Thursday, June 02, 2005

Quality control

A thread on the Isthmus Daily Page Forum praises vinyl records, and that got me to thinking: as I mentioned here, I recently was browsing some issues of Rolling Stone from about 1982, and I was struck by how extensively the magazine covered audio hardware then, including turntables and cartridges. But I also was struck by story after story about how poorly manufactured LPs were at the time. Record stores reported that more and more people were returning records in signficant numbers, because they skipped or otherwise sounded awful. This amazes me; I don't think I've ever returned a CD because of poor manufacturing. But some records I bought in the 1980s and early 1990s definitely had problems. My LP of Elvis Costello's Spike (1989) is all but unlistenable, for example. I think one reason the quality got so bad is that in the early 1980s, record companies began making LPs with as little plastic as possible. This was to save money, which was in dwindling supply what with the recession, the post-disco slump in record sales and the high cost of petroleum after the late 1970s energy crisis.

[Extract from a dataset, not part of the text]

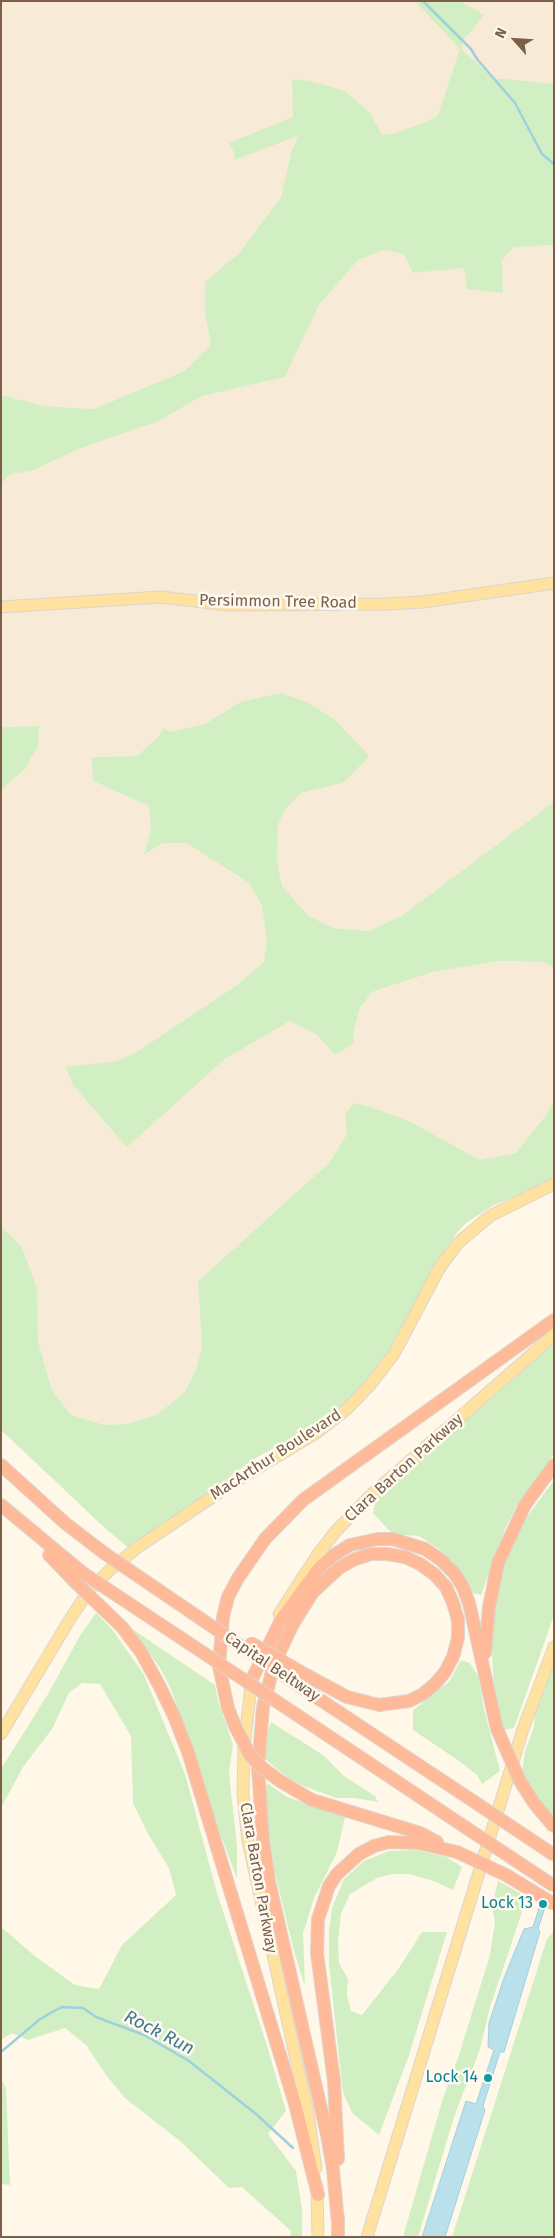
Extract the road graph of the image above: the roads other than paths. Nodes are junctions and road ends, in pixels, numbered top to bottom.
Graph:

I wonder if the industry would have shifted to CDs as quickly and thoroughly as it did if consumers hadn't been fed up with shitty records. Audiophiles now hail records for their sonic warmth and attractive cover art, but Rolling Stone articles I read covering the very first CD players did not say: We must preserve this fabulous format, the LP. What they said was more along the lines of: Good riddance. The paranoiac in me also wonders if record companies deliberately made crappy LPs in order to get more people buying CDs. Consumers paid more for CDs than records, after all, and labels made pots of money when music lovers bought CDs of favorite titles they already had on LP.